Bulk loader still OOM during reduce phase

What I want to do

Import an existing data set that consists of around 350M RDF quads. There are a lot of uids but I don’t have precise statistics on those.

There are also a large number of unique predicates… I don’t have an exact count, but when I tried to create a schema file that referenced them all (including types), it was about 30GiB uncompressed.

What I did

dgraph bulk --schema bulk-atl/out.schema --files bulk-atl --num_go_routines 1 --mapoutput_mb 1024 --zero dgraph-zero-2.dgraph-zero:5080 --tmp tmp --partition_mb 2

and various alternatives of the above with different sizes for the map files (down to 64MB) and the default --partition_mb value.

I have found earlier reports that have been addressed in the latest builds with the addition of jemalloc, but my build has that and I have failed to import none-the-less.

It would be important to note that I running in a kubernetes cluster monopolizing progressively larger nodes to where my most recent tests have been running on vms with 256GiB RAM; however, this doesn’t seem to matter as the process dies with

runtime: out of memory: cannot allocate 4194304-byte block (83409764352 in use)

When usage is at around 100GiB

I understand that this may be systems management issue, but while I pursue that potential problem, I did want to get some comments on the feasibility and resource requirements of importing a data set like mine.

I have not yet tried to increase the number of map or reduce shards as suggested in other discussions since the help docs state that can only increase memory, but I will try that while waiting on a response for completeness.

Thanks for any help.

Dgraph metadata

dgraph bulk identifying logs graph version : v21.03.1 Dgraph codename : rocket-1 Dgraph SHA-256 : a00b73d583a720aa787171e43b4cb4dbbf75b38e522f66c9943ab2f0263007fe Commit SHA-1 : ea1cb5f35 Commit timestamp : 2021-06-17 20:38:11 +0530 Branch : HEAD Go version : go1.16.2 jemalloc enabled : true

For Dgraph official documentation, visit https://dgraph.io/docs.
For discussions about Dgraph , visit http://discuss.dgraph.io.
For fully-managed Dgraph Cloud , visit https://dgraph.io/cloud.

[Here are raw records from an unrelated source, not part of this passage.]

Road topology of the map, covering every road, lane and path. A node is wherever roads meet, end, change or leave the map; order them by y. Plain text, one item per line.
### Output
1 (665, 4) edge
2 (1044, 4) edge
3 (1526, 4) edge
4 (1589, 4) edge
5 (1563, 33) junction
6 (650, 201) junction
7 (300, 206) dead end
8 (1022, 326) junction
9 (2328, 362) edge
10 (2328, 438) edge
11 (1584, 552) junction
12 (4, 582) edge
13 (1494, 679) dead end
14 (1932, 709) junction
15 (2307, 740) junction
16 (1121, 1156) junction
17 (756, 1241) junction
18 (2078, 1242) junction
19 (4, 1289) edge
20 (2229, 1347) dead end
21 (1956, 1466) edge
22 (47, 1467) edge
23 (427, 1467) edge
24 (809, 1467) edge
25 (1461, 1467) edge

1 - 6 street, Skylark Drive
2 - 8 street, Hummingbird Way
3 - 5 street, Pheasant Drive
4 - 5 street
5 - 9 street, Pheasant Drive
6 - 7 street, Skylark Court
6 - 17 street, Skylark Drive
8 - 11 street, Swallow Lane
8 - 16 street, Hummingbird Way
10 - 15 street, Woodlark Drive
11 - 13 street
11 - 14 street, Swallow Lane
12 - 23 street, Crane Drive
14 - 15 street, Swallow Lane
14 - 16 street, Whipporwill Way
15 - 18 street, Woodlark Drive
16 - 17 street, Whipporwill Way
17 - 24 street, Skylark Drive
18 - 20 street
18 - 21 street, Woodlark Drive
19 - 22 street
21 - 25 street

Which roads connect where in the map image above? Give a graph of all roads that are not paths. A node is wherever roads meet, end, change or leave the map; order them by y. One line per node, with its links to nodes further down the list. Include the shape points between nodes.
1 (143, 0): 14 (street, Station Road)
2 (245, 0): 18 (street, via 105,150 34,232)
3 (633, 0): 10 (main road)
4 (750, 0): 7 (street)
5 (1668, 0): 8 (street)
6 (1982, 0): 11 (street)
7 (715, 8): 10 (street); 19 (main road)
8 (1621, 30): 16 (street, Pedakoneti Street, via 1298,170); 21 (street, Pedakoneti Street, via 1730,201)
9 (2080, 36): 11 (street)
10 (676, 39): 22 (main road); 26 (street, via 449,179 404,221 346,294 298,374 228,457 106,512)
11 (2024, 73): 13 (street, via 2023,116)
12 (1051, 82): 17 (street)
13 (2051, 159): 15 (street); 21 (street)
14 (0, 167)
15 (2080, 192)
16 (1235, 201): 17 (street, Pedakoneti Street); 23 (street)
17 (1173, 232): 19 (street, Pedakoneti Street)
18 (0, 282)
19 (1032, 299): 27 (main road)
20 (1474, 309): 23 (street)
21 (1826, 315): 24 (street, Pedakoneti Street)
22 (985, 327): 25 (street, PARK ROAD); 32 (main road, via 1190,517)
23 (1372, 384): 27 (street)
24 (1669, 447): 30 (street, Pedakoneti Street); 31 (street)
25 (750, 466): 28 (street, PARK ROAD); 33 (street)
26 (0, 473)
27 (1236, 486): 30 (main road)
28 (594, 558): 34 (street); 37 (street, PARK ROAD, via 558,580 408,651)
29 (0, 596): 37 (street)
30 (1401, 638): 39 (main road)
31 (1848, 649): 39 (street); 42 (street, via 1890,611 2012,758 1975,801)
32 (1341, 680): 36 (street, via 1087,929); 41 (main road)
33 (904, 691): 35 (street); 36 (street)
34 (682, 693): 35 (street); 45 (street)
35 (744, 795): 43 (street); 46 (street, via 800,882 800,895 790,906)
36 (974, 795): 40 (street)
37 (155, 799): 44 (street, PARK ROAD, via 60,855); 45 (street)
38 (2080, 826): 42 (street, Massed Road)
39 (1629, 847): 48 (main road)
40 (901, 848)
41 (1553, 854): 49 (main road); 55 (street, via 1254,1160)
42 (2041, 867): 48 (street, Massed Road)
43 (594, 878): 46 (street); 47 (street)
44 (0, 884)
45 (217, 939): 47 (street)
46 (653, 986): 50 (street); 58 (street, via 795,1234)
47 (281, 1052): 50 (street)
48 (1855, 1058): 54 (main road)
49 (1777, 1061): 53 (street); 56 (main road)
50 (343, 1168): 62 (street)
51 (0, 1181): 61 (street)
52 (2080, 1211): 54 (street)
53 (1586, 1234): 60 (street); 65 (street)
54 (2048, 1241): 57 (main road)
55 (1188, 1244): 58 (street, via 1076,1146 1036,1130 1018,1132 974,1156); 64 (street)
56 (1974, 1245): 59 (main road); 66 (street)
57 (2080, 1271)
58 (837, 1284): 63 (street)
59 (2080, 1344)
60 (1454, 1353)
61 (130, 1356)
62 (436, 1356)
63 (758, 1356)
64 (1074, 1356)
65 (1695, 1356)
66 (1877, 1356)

Licensed variously under the Apache Public License 2.0 and Dgraph Community License.
Copyright 2015-2021 Dgraph Labs, Inc.

___ Begin jemalloc statistics ___
Version: “5.2.1-0-gea6b3e973b477b8061e0076bb257dbd7f3faa756”
Build-time option settings
config.cache_oblivious: true
config.debug: false
config.fill: true
config.lazy_lock: false
config.malloc_conf: “background_thread:true,metadata_thp:auto”
config.opt_safety_checks: false
config.prof: true
config.prof_libgcc: true
config.prof_libunwind: false
config.stats: true
config.utrace: false
config.xmalloc: false
Run-time option settings
opt.abort: false
opt.abort_conf: false
opt.confirm_conf: false
opt.retain: true
opt.dss: “secondary”
opt.narenas: 128
opt.percpu_arena: “disabled”
opt.oversize_threshold: 8388608
opt.metadata_thp: “auto”
opt.background_thread: true (background_thread: true)
opt.dirty_decay_ms: 10000 (arenas.dirty_decay_ms: 10000)
opt.muzzy_decay_ms: 0 (arenas.muzzy_decay_ms: 0)
opt.lg_extent_max_active_fit: 6
opt.junk: “false”
opt.zero: false
opt.tcache: true
opt.lg_tcache_max: 15
opt.thp: “default”
opt.prof: false
opt.prof_prefix: “jeprof”
opt.prof_active: true (prof.active: false)
opt.prof_thread_active_init: true (prof.thread_active_init: false)
opt.lg_prof_sample: 19 (prof.lg_sample: 0)
opt.prof_accum: false
opt.lg_prof_interval: -1
opt.prof_gdump: false
opt.prof_final: false
opt.prof_leak: false
opt.stats_print: false
opt.stats_print_opts: “”
Profiling settings
prof.thread_active_init: false
prof.active: false
prof.gdump: false
prof.interval: 0
prof.lg_sample: 0
Arenas: 129
Quantum size: 16
Page size: 4096
Maximum thread-cached size class: 32768
Number of bin size classes: 36
Number of thread-cache bin size classes: 41
Number of large size classes: 196
Allocated: 4314440, active: 4362240, metadata: 11125960 (n_thp 0), resident: 15384576, mapped: 23236608, retained: 5599232
Background threads: 4, num_runs: 8, run_interval: 684055750 ns

1 Like

Sorry to hear you are having this trouble - just wanted to give my bulkload experience here:

  • ~3 billion triples
  • 4 input rdf files
    • 5-10GiB gzip compressed each
    • pulled from minio
  • 4 output groups
  • 16core 32GiB machine the bulk loader was run on, never got above 25GiB memory.
  • finishes in about 1h20m
  • v21.03.1
  • I think default flags other than the output groups
1 Like

Do you really mean 30Gb just in the schema?? That doesn’t seem right. That would make it seem like every triple is a unique predicate, this just seems REALLY high for the amount of predicates and the size of the schema alone. We work with what I think is a really large schema but it is only 145Kb at 4,298 lines in GraphQL format including the auth rules. I can’t imaging a 30Gb schema file.

Yes… I mean 30Gb.

For background, I am exporting a dataset from mongo, and for simplicity, rather than chopping up all sub-documents into their own node/dgraph type, we have decided to perform our initial import and analysis by simply flattening the documents into nodes.

i.e. source document like

{
   "this": {"prop": 1, "attribute": 2},
   "is":  {"prop": 1, "attribute": 2},
   "a":  {"prop": 1, "attribute": 2},
   "doc":  {"prop": 1, "attribute": 2},
}

Would be come a node with the predicates:

  • this.prop
  • this.attribute
  • is.prop
  • is.attribute
  • a.prop
  • a.attribute
  • doc.prop
  • doc.attribute

If we combine this with the fact that array in documents are also flattened into the node, the number of predicates really explodes (each type has its own set of predicates with only a handful being shared across types)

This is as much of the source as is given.